There is a junkyard in Oleksandrivka in the Kherson region. But getting there is not easy. Anyone coming from Mykolayiv has to pass through more than a dozen Ukrainian defense checkpoints. The road bears the marks of the war: it is bumpy and muddy. On the sides, abandoned military vehicles mark the battles of a time when the lines were uncertain.
Mine warnings are increasing in the surrounding fields. There are not a few remnants of missiles, missiles, that can be seen. The path takes you through several villages, always along the coast. There are 50 kilometers that take almost two hours.
For those who don’t want to get stuck in the mud, the entrance to the village is through a narrow road that separates Lake Solonets from the Dnieper Gulf. Soon after, we finally entered Oleksandrivka, but not before stopping at yet another checkpoint.
Ahead is a Ukrainian flag on a van carrying war casualties and the remains of a Russian T-90 tank that failed to escape the trench and faces the road, that road. We went up a bit and reached the center of the village.

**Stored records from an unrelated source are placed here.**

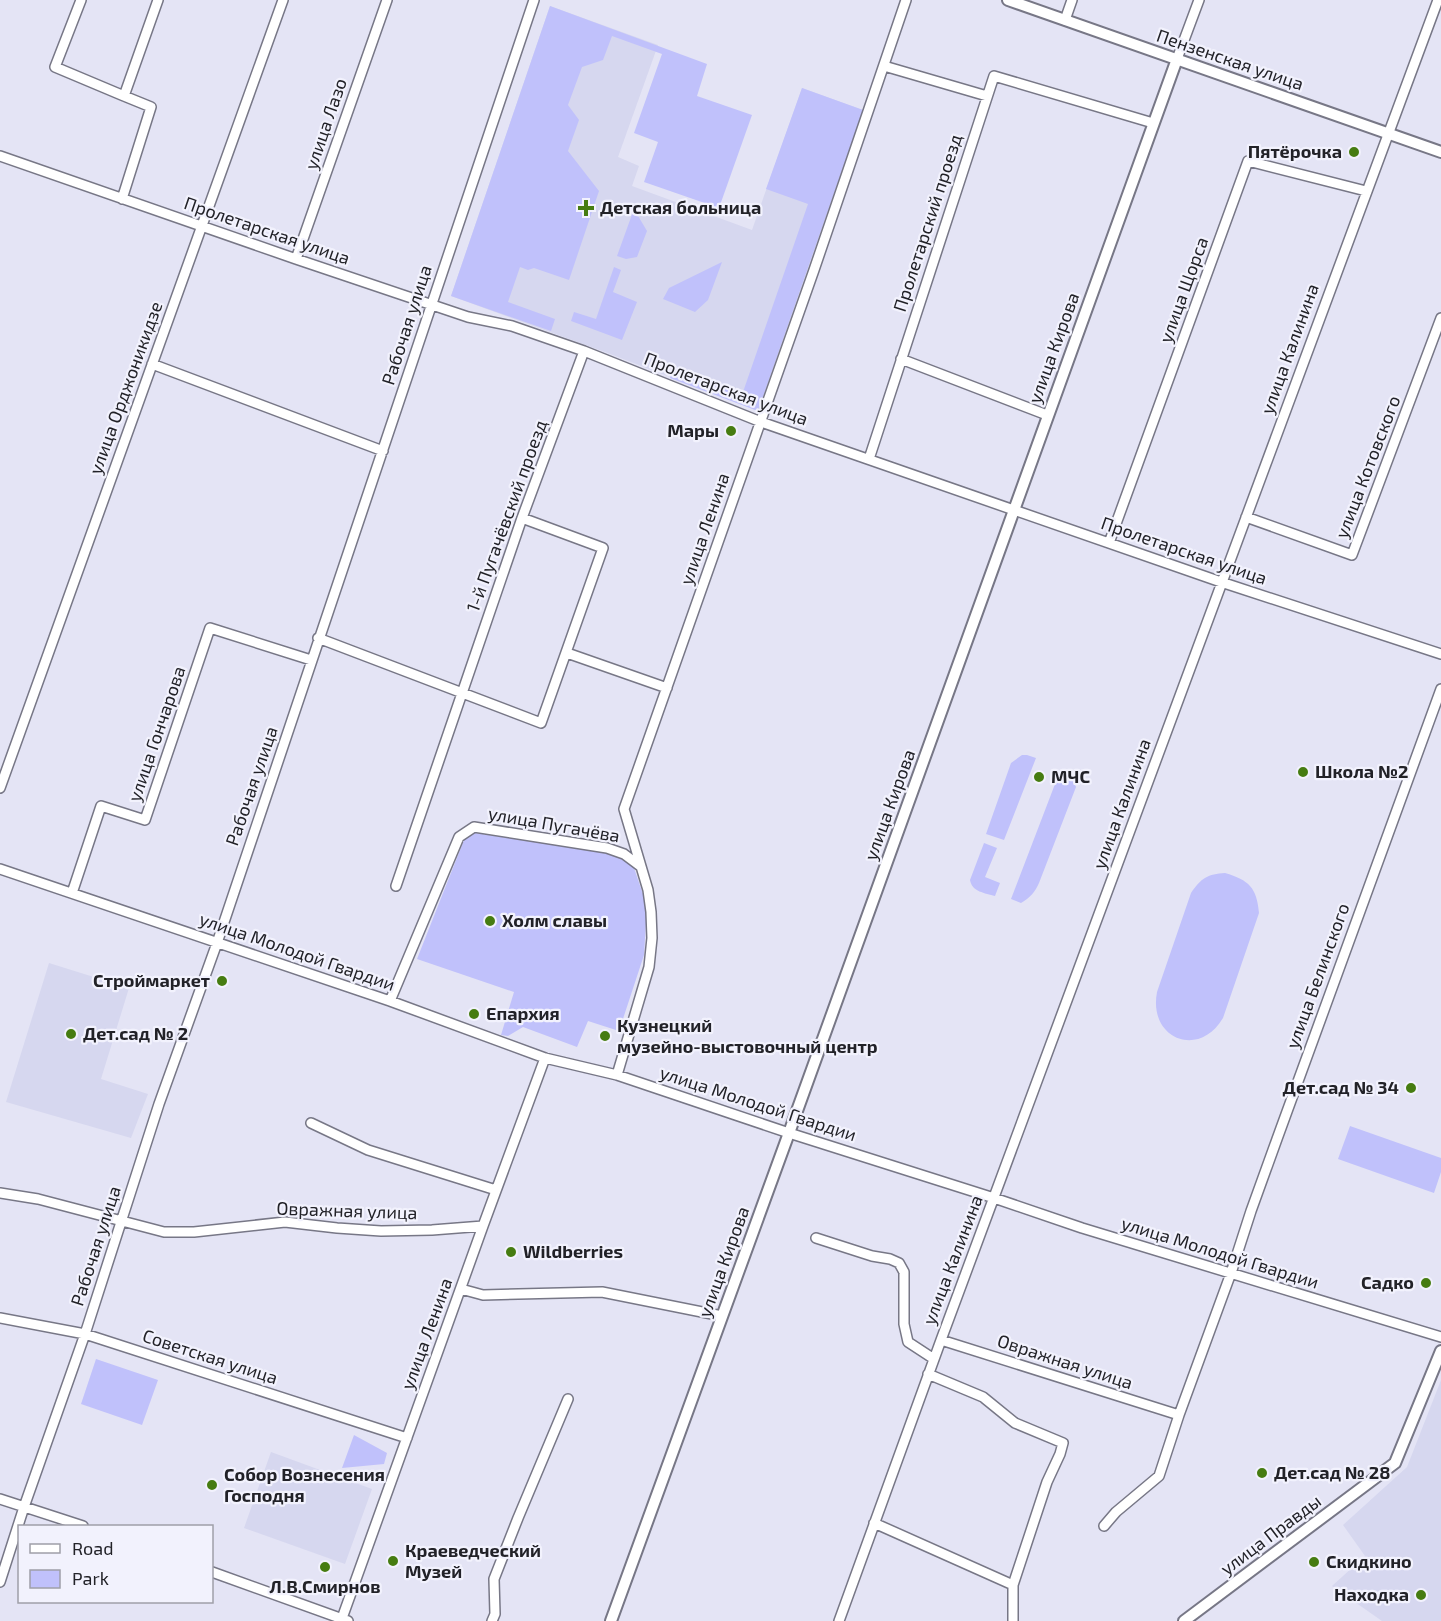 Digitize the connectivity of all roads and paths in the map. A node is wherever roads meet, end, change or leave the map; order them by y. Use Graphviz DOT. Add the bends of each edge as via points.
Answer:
graph roads {
  1 [pos="81,0"];
  2 [pos="158,0"];
  3 [pos="283,0"];
  4 [pos="387,0"];
  5 [pos="534,0"];
  6 [pos="906,0"];
  7 [pos="1008,0"];
  8 [pos="1072,0"];
  9 [pos="1199,0"];
  10 [pos="1438,0"];
  11 [pos="1065,20"];
  12 [pos="1177,59"];
  13 [pos="884,66"];
  14 [pos="124,96"];
  15 [pos="987,96"];
  16 [pos="1153,123"];
  17 [pos="1388,133"];
  18 [pos="1441,152"];
  19 [pos="0,156"];
  20 [pos="1366,191"];
  21 [pos="122,199"];
  22 [pos="203,227"];
  23 [pos="296,260"];
  24 [pos="431,304"];
  25 [pos="1441,318"];
  26 [pos="584,351"];
  27 [pos="901,360"];
  28 [pos="152,364"];
  29 [pos="1047,416"];
  30 [pos="761,422"];
  31 [pos="383,451"];
  32 [pos="869,459"];
  33 [pos="1013,510"];
  34 [pos="1246,517"];
  35 [pos="522,519"];
  36 [pos="1109,543"];
  37 [pos="1221,582"];
  38 [pos="318,638"];
  39 [pos="567,652"];
  40 [pos="1441,654"];
  41 [pos="311,660"];
  42 [pos="667,688"];
  43 [pos="1441,689"];
  44 [pos="462,692"];
  45 [pos="0,788"];
  46 [pos="640,866"];
  47 [pos="0,869"];
  48 [pos="396,886"];
  49 [pos="72,893"];
  50 [pos="217,943"];
  51 [pos="390,1001"];
  52 [pos="545,1058"];
  53 [pos="617,1075"];
  54 [pos="310,1123"];
  55 [pos="789,1133"];
  56 [pos="496,1190"];
  57 [pos="0,1193"];
  58 [pos="994,1198"];
  59 [pos="122,1220"];
  60 [pos="483,1226"];
  61 [pos="816,1238"];
  62 [pos="1231,1273"];
  63 [pos="461,1289"];
  64 [pos="722,1316"];
  65 [pos="0,1318"];
  66 [pos="85,1334"];
  67 [pos="1441,1337"];
  68 [pos="941,1340"];
  69 [pos="1441,1351"];
  70 [pos="934,1359"];
  71 [pos="928,1374"];
  72 [pos="568,1399"];
  73 [pos="1179,1415"];
  74 [pos="407,1438"];
  75 [pos="0,1499"];
  76 [pos="24,1507"];
  77 [pos="874,1523"];
  78 [pos="18,1525"];
  79 [pos="77,1525"];
  80 [pos="18,1526"];
  81 [pos="1104,1526"];
  82 [pos="213,1572"];
  83 [pos="0,1582"];
  84 [pos="1013,1585"];
  85 [pos="344,1620"];
  86 [pos="492,1621"];
  87 [pos="611,1621"];
  88 [pos="839,1621"];
  89 [pos="1013,1621"];
  90 [pos="1184,1621"];
  1 -- 14 [label="street" via="55,67"];
  2 -- 14 [label="street"];
  3 -- 22 [label="street, улица Орджоникидзе"];
  4 -- 23 [label="street, улица Лазо"];
  5 -- 24 [label="street, Рабочая улица"];
  6 -- 13 [label="street, улица Ленина"];
  7 -- 11 [label="street, Пензенская улица"];
  8 -- 11 [label="street"];
  9 -- 12 [label="street, улица Кирова"];
  10 -- 17 [label="street, улица Калинина"];
  11 -- 12 [label="street, Пензенская улица"];
  12 -- 16 [label="street, улица Кирова"];
  12 -- 17 [label="street, Пензенская улица"];
  13 -- 15 [label="street"];
  13 -- 30 [label="street, улица Ленина"];
  14 -- 21 [label="street" via="151,107"];
  15 -- 16 [label="street, Пролетарский проезд" via="994,76"];
  15 -- 27 [label="street, Пролетарский проезд"];
  16 -- 29 [label="street, улица Кирова"];
  17 -- 18 [label="street, Пензенская улица"];
  17 -- 20 [label="street, улица Калинина"];
  19 -- 21 [label="street, Пролетарская улица"];
  20 -- 34 [label="street, улица Калинина"];
  20 -- 36 [label="street, улица Щорса" via="1248,161"];
  21 -- 22 [label="street, Пролетарская улица"];
  22 -- 23 [label="street, Пролетарская улица"];
  22 -- 28 [label="street, улица Орджоникидзе"];
  23 -- 24 [label="street, Пролетарская улица"];
  24 -- 26 [label="street, Пролетарская улица" via="513,326"];
  24 -- 31 [label="street, Рабочая улица"];
  25 -- 34 [label="street, улица Котовского" via="1352,555"];
  26 -- 30 [label="street, Пролетарская улица"];
  26 -- 35 [label="street, 1-й Пугачёвский проезд"];
  27 -- 29 [label="street"];
  27 -- 32 [label="street, Пролетарский проезд"];
  28 -- 31 [label="street"];
  28 -- 45 [label="street, улица Орджоникидзе"];
  29 -- 33 [label="street, улица Кирова"];
  30 -- 32 [label="street, Пролетарская улица"];
  30 -- 42 [label="street, улица Ленина"];
  31 -- 38 [label="street, Рабочая улица"];
  32 -- 33 [label="street, Пролетарская улица"];
  33 -- 36 [label="street, Пролетарская улица"];
  33 -- 55 [label="street, улица Кирова"];
  34 -- 37 [label="street, улица Калинина"];
  35 -- 39 [label="street" via="603,548"];
  35 -- 44 [label="street, 1-й Пугачёвский проезд"];
  36 -- 37 [label="street, Пролетарская улица"];
  37 -- 40 [label="street, Пролетарская улица"];
  37 -- 58 [label="street, улица Калинина"];
  38 -- 41 [label="street, Рабочая улица"];
  38 -- 44 [label="street"];
  39 -- 42 [label="street"];
  39 -- 44 [label="street" via="542,723"];
  41 -- 49 [label="street, улица Гончарова" via="210,628 145,820 101,806"];
  41 -- 50 [label="street, Рабочая улица"];
  42 -- 46 [label="street, улица Ленина" via="624,809"];
  43 -- 62 [label="street, улица Белинского"];
  44 -- 48 [label="street, 1-й Пугачёвский проезд"];
  46 -- 51 [label="street, улица Пугачёва" via="607,848 474,827 459,837"];
  46 -- 53 [label="street, улица Ленина" via="651,912 649,967"];
  47 -- 49 [label="street, улица Молодой Гвардии"];
  49 -- 50 [label="street, улица Молодой Гвардии"];
  50 -- 51 [label="street, улица Молодой Гвардии"];
  50 -- 59 [label="street, Рабочая улица"];
  51 -- 52 [label="street, улица Молодой Гвардии"];
  52 -- 53 [label="street, улица Молодой Гвардии"];
  52 -- 56 [label="street, улица Ленина"];
  53 -- 55 [label="street, улица Молодой Гвардии"];
  54 -- 56 [label="street" via="368,1150"];
  55 -- 58 [label="street, улица Молодой Гвардии"];
  55 -- 64 [label="street, улица Кирова"];
  56 -- 60 [label="street, улица Ленина"];
  57 -- 59 [label="street, Овражная улица"];
  58 -- 62 [label="street, улица Молодой Гвардии"];
  58 -- 68 [label="street, улица Калинина"];
  59 -- 60 [label="street, Овражная улица" via="164,1232 285,1222 381,1231"];
  59 -- 66 [label="street, Рабочая улица"];
  60 -- 63 [label="street, улица Ленина"];
  61 -- 70 [label="street" via="899,1263 904,1272 908,1342"];
  62 -- 67 [label="street, улица Молодой Гвардии"];
  62 -- 73 [label="street, улица Белинского"];
  63 -- 64 [label="street" via="483,1295 602,1292"];
  63 -- 74 [label="street, улица Ленина"];
  64 -- 87 [label="street, улица Кирова"];
  65 -- 66 [label="street, Советская улица"];
  66 -- 74 [label="street, Советская улица"];
  66 -- 76 [label="street, Рабочая улица"];
  68 -- 70 [label="street, улица Калинина"];
  68 -- 73 [label="street, Овражная улица"];
  69 -- 90 [label="street, улица Правды" via="1395,1463"];
  70 -- 71 [label="street, улица Калинина"];
  71 -- 77 [label="street, улица Калинина"];
  71 -- 84 [label="street" via="983,1397 1015,1423 1063,1443"];
  72 -- 86 [label="street" via="494,1579"];
  73 -- 81 [label="street, улица Белинского" via="1159,1476"];
  74 -- 85 [label="street, улица Ленина"];
  75 -- 76 [label="street"];
  76 -- 78 [label="street, Рабочая улица"];
  76 -- 79 [label="street"];
  77 -- 84 [label="street"];
  77 -- 88 [label="street, улица Калинина"];
  80 -- 83 [label="street, Рабочая улица"];
  82 -- 85 [label="street"];
  84 -- 89 [label="street"];
}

It’s not easy to get there, but there were times when it was impossible to get out or get there. On the narrow strip of land we have just crossed, between bodies of water, are more than a dozen civilian cars and a few trucks, one of which is still loaded with the garlic produced nearby: some looking at Kherson, others wise to Mykolayiv. They have in common that they have a dangerous proximity to water.
Russian ambush
At just over a hundred meters it is impossible to say how many people have died on this stretch of road. In almost all of them, the traces of pistol shots are clearly visible. Some vehicles are completely charred, others have traces of rust and still others don’t even have major traces of time. The steep banks suggest that some cars may have already been swallowed by the water.
There are different versions of this story, like any other, but they agree on some basic points: they were civilian cars, they were there because the Russian authorities announced the opening of a humanitarian corridor, they were attacked from Russian positions and the number of dead has yet to be determined.
“It was the Russians who broke up the caravan when people tried to leave for the Ukrainian area,” said Ivan Zayets, one of 16 people who lived in the village with the Moscow army.
The man gives more details: “Some even tried to go back and take more people, then they crushed them”. That is, after Russian authorities announced the creation of a humanitarian corridor to allow refugees to leave for the Ukrainian side.
Several cars came together and when they already reached no man’s land, the first one was shot down. This caused a long traffic jam on a road surrounded by water. There are no alternatives.
One by one, the cars that drove them and those that followed them fell into the Russian trap one by one. All in the same order and in the same order in which they had trusted Moscow to flee from there.
The matter is still under investigation and therefore, questioned by TSF and JN, the chairman of the board did not want to go back on it. But at the beginning of the month he told the radio “Svoboda”: “Volunteers who wanted to bring us humanitarian aid and civilians who were trying to pick up relatives, or possibly from Kherson, came here. They came here. [os russos] they fired at the first car. Then there was a traffic jam and they… Well, they just shot.”
The case will have taken place on March 31 last year. But there are those who guarantee that the episode was not an isolated fact. There is still fear here. The war is not over yet and some are still waiting for the return of the Russian forces.
Ivan remembers well the fortified positions of the invaders: “On the hill, outside the village, there is a row of houses. Then there is a field.” It was in this field, he claims, that the Russians parked tanks and armored personnel carriers. “There is a farm there that produces vegetables, garlic, onions, etc. … From there they constantly shot to the center,” he assures without blinking. The man now refers to attacks against a small resistance group of Ukrainian soldiers in the school building.
The Ukrainian army acknowledged a few months ago that it was carrying out an operation to rescue the wounded from the school and deliver weapons to the resistance fighters. The fate of these soldiers is still treated as confidential information by the Ukrainian authorities.
In the neighboring village it was the occupier who took over the school, says Ivan. They occupied that property and the library and “essentially interrogated people or took them to the basement. My two sons were taken there, but were later released.”
In Oleksandrivka, 21 people died during the occupation and four are still missing.